**What the exercise asks**
Return every record below exactly; leave out the images.

**Provided material**
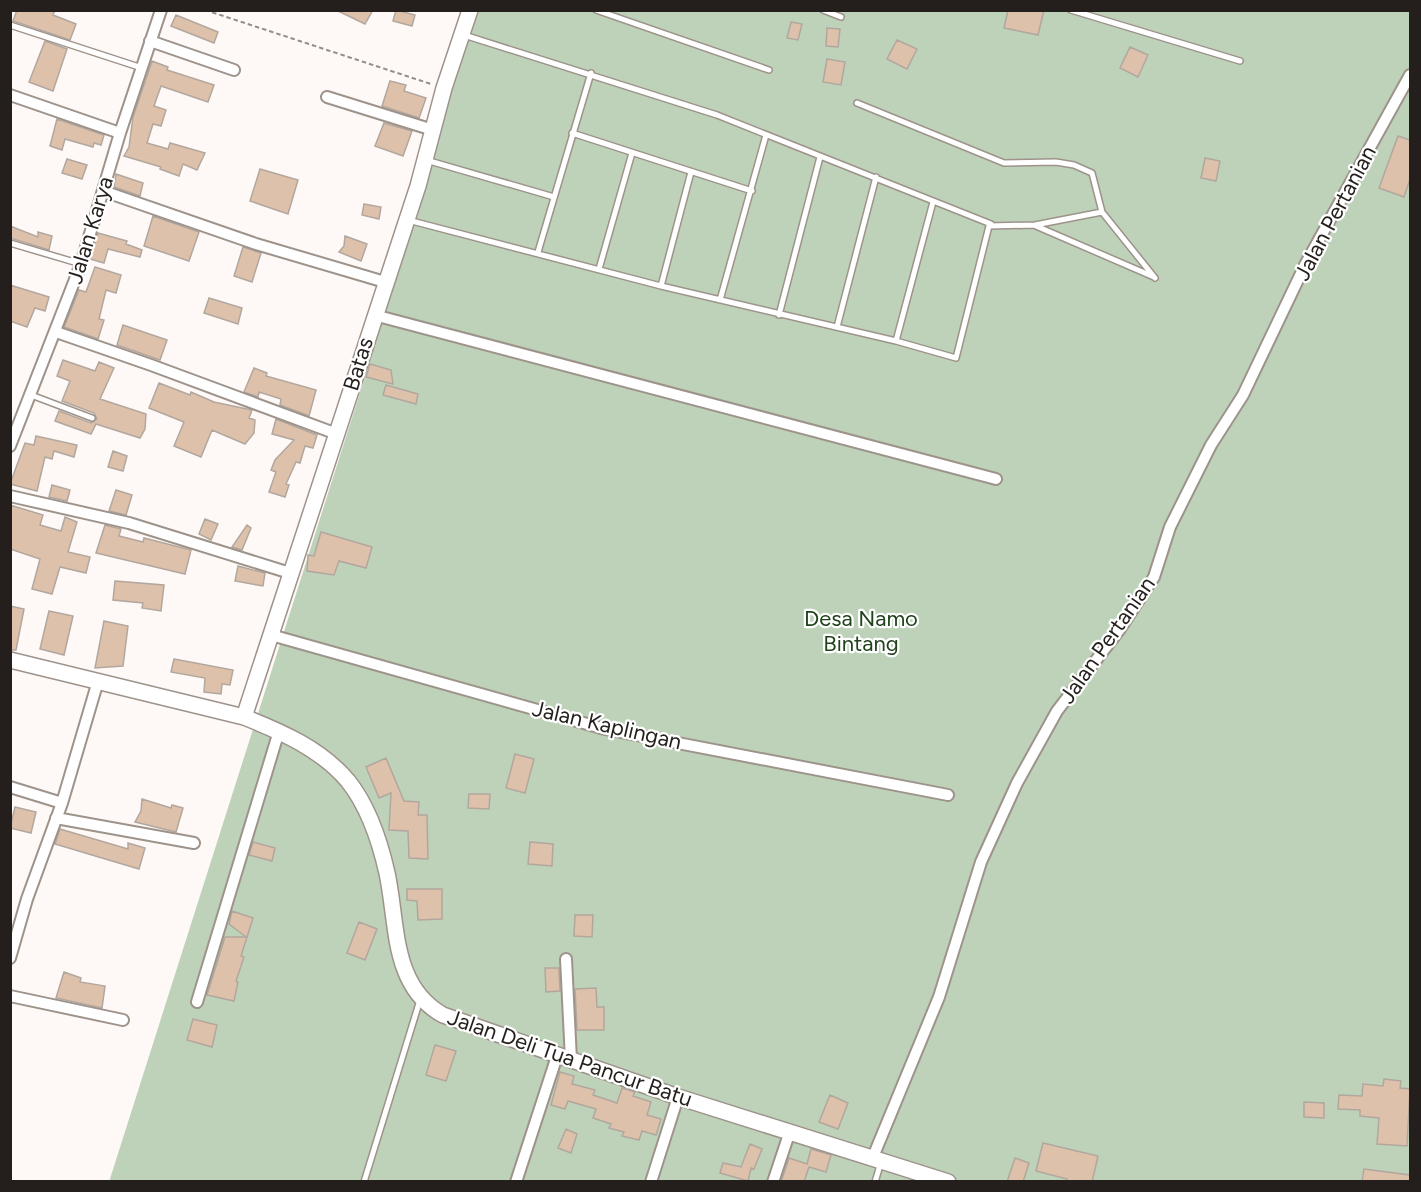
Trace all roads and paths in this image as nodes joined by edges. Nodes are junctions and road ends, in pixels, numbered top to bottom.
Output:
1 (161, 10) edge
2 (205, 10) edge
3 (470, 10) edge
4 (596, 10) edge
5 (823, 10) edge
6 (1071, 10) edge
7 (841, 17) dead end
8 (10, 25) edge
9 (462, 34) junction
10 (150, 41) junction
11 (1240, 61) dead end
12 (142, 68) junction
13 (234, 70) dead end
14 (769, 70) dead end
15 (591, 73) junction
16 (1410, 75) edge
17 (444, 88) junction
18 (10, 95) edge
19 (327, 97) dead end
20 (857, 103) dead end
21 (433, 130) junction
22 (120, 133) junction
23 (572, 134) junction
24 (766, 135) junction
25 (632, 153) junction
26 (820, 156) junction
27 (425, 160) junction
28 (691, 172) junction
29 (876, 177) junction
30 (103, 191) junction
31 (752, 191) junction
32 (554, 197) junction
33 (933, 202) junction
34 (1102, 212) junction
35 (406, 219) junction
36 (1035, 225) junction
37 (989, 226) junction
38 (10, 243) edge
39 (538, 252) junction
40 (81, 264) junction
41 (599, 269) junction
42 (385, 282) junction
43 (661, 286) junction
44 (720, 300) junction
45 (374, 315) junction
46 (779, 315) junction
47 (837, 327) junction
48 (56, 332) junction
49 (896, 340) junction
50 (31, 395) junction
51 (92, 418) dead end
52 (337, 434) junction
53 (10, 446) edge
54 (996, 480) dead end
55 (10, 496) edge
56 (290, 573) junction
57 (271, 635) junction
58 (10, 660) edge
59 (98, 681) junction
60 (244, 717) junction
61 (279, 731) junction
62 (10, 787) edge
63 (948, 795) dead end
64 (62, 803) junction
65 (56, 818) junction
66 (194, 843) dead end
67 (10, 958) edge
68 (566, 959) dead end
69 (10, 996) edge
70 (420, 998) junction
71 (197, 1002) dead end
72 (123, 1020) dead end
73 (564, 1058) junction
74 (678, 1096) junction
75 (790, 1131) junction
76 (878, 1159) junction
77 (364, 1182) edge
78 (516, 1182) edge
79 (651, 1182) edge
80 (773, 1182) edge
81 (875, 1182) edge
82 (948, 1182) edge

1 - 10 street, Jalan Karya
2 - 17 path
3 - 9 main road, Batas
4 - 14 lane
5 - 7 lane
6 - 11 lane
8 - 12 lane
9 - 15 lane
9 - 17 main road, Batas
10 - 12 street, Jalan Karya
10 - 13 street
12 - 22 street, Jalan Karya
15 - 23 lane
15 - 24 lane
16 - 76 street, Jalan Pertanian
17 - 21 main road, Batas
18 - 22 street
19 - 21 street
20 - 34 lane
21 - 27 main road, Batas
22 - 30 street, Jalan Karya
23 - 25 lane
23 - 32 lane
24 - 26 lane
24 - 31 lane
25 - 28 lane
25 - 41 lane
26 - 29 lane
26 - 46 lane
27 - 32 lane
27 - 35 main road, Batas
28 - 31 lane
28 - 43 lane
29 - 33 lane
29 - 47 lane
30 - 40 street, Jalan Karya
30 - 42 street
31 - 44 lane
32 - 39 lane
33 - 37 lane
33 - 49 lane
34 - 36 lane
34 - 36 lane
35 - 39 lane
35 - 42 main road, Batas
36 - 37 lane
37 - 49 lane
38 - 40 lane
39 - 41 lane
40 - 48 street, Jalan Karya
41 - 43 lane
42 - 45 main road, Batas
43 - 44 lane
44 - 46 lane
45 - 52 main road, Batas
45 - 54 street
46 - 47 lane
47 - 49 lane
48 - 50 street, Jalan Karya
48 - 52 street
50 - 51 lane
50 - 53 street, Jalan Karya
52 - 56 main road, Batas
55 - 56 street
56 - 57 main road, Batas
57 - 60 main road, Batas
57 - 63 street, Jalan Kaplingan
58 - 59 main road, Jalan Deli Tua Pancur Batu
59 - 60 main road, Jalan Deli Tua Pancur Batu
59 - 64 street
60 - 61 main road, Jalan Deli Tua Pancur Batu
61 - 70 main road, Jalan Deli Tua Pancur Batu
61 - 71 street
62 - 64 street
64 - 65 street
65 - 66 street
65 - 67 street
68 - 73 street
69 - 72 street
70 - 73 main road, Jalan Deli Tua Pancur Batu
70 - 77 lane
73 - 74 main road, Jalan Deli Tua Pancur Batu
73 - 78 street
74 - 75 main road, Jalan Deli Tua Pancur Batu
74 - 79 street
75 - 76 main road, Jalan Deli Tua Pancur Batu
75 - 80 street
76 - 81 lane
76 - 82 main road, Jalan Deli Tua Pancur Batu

**Task solution**
Trace all roads and paths in this image as nodes joined by edges. Nodes are junctions and road ends, in pixels, numbered top to bottom.
Output:
1 (161, 10) edge
2 (205, 10) edge
3 (470, 10) edge
4 (596, 10) edge
5 (823, 10) edge
6 (1071, 10) edge
7 (841, 17) dead end
8 (10, 25) edge
9 (462, 34) junction
10 (150, 41) junction
11 (1240, 61) dead end
12 (142, 68) junction
13 (234, 70) dead end
14 (769, 70) dead end
15 (591, 73) junction
16 (1410, 75) edge
17 (444, 88) junction
18 (10, 95) edge
19 (327, 97) dead end
20 (857, 103) dead end
21 (433, 130) junction
22 (120, 133) junction
23 (572, 134) junction
24 (766, 135) junction
25 (632, 153) junction
26 (820, 156) junction
27 (425, 160) junction
28 (691, 172) junction
29 (876, 177) junction
30 (103, 191) junction
31 (752, 191) junction
32 (554, 197) junction
33 (933, 202) junction
34 (1102, 212) junction
35 (406, 219) junction
36 (1035, 225) junction
37 (989, 226) junction
38 (10, 243) edge
39 (538, 252) junction
40 (81, 264) junction
41 (599, 269) junction
42 (385, 282) junction
43 (661, 286) junction
44 (720, 300) junction
45 (374, 315) junction
46 (779, 315) junction
47 (837, 327) junction
48 (56, 332) junction
49 (896, 340) junction
50 (31, 395) junction
51 (92, 418) dead end
52 (337, 434) junction
53 (10, 446) edge
54 (996, 480) dead end
55 (10, 496) edge
56 (290, 573) junction
57 (271, 635) junction
58 (10, 660) edge
59 (98, 681) junction
60 (244, 717) junction
61 (279, 731) junction
62 (10, 787) edge
63 (948, 795) dead end
64 (62, 803) junction
65 (56, 818) junction
66 (194, 843) dead end
67 (10, 958) edge
68 (566, 959) dead end
69 (10, 996) edge
70 (420, 998) junction
71 (197, 1002) dead end
72 (123, 1020) dead end
73 (564, 1058) junction
74 (678, 1096) junction
75 (790, 1131) junction
76 (878, 1159) junction
77 (364, 1182) edge
78 (516, 1182) edge
79 (651, 1182) edge
80 (773, 1182) edge
81 (875, 1182) edge
82 (948, 1182) edge

1 - 10 street, Jalan Karya
2 - 17 path
3 - 9 main road, Batas
4 - 14 lane
5 - 7 lane
6 - 11 lane
8 - 12 lane
9 - 15 lane
9 - 17 main road, Batas
10 - 12 street, Jalan Karya
10 - 13 street
12 - 22 street, Jalan Karya
15 - 23 lane
15 - 24 lane
16 - 76 street, Jalan Pertanian
17 - 21 main road, Batas
18 - 22 street
19 - 21 street
20 - 34 lane
21 - 27 main road, Batas
22 - 30 street, Jalan Karya
23 - 25 lane
23 - 32 lane
24 - 26 lane
24 - 31 lane
25 - 28 lane
25 - 41 lane
26 - 29 lane
26 - 46 lane
27 - 32 lane
27 - 35 main road, Batas
28 - 31 lane
28 - 43 lane
29 - 33 lane
29 - 47 lane
30 - 40 street, Jalan Karya
30 - 42 street
31 - 44 lane
32 - 39 lane
33 - 37 lane
33 - 49 lane
34 - 36 lane
34 - 36 lane
35 - 39 lane
35 - 42 main road, Batas
36 - 37 lane
37 - 49 lane
38 - 40 lane
39 - 41 lane
40 - 48 street, Jalan Karya
41 - 43 lane
42 - 45 main road, Batas
43 - 44 lane
44 - 46 lane
45 - 52 main road, Batas
45 - 54 street
46 - 47 lane
47 - 49 lane
48 - 50 street, Jalan Karya
48 - 52 street
50 - 51 lane
50 - 53 street, Jalan Karya
52 - 56 main road, Batas
55 - 56 street
56 - 57 main road, Batas
57 - 60 main road, Batas
57 - 63 street, Jalan Kaplingan
58 - 59 main road, Jalan Deli Tua Pancur Batu
59 - 60 main road, Jalan Deli Tua Pancur Batu
59 - 64 street
60 - 61 main road, Jalan Deli Tua Pancur Batu
61 - 70 main road, Jalan Deli Tua Pancur Batu
61 - 71 street
62 - 64 street
64 - 65 street
65 - 66 street
65 - 67 street
68 - 73 street
69 - 72 street
70 - 73 main road, Jalan Deli Tua Pancur Batu
70 - 77 lane
73 - 74 main road, Jalan Deli Tua Pancur Batu
73 - 78 street
74 - 75 main road, Jalan Deli Tua Pancur Batu
74 - 79 street
75 - 76 main road, Jalan Deli Tua Pancur Batu
75 - 80 street
76 - 81 lane
76 - 82 main road, Jalan Deli Tua Pancur Batu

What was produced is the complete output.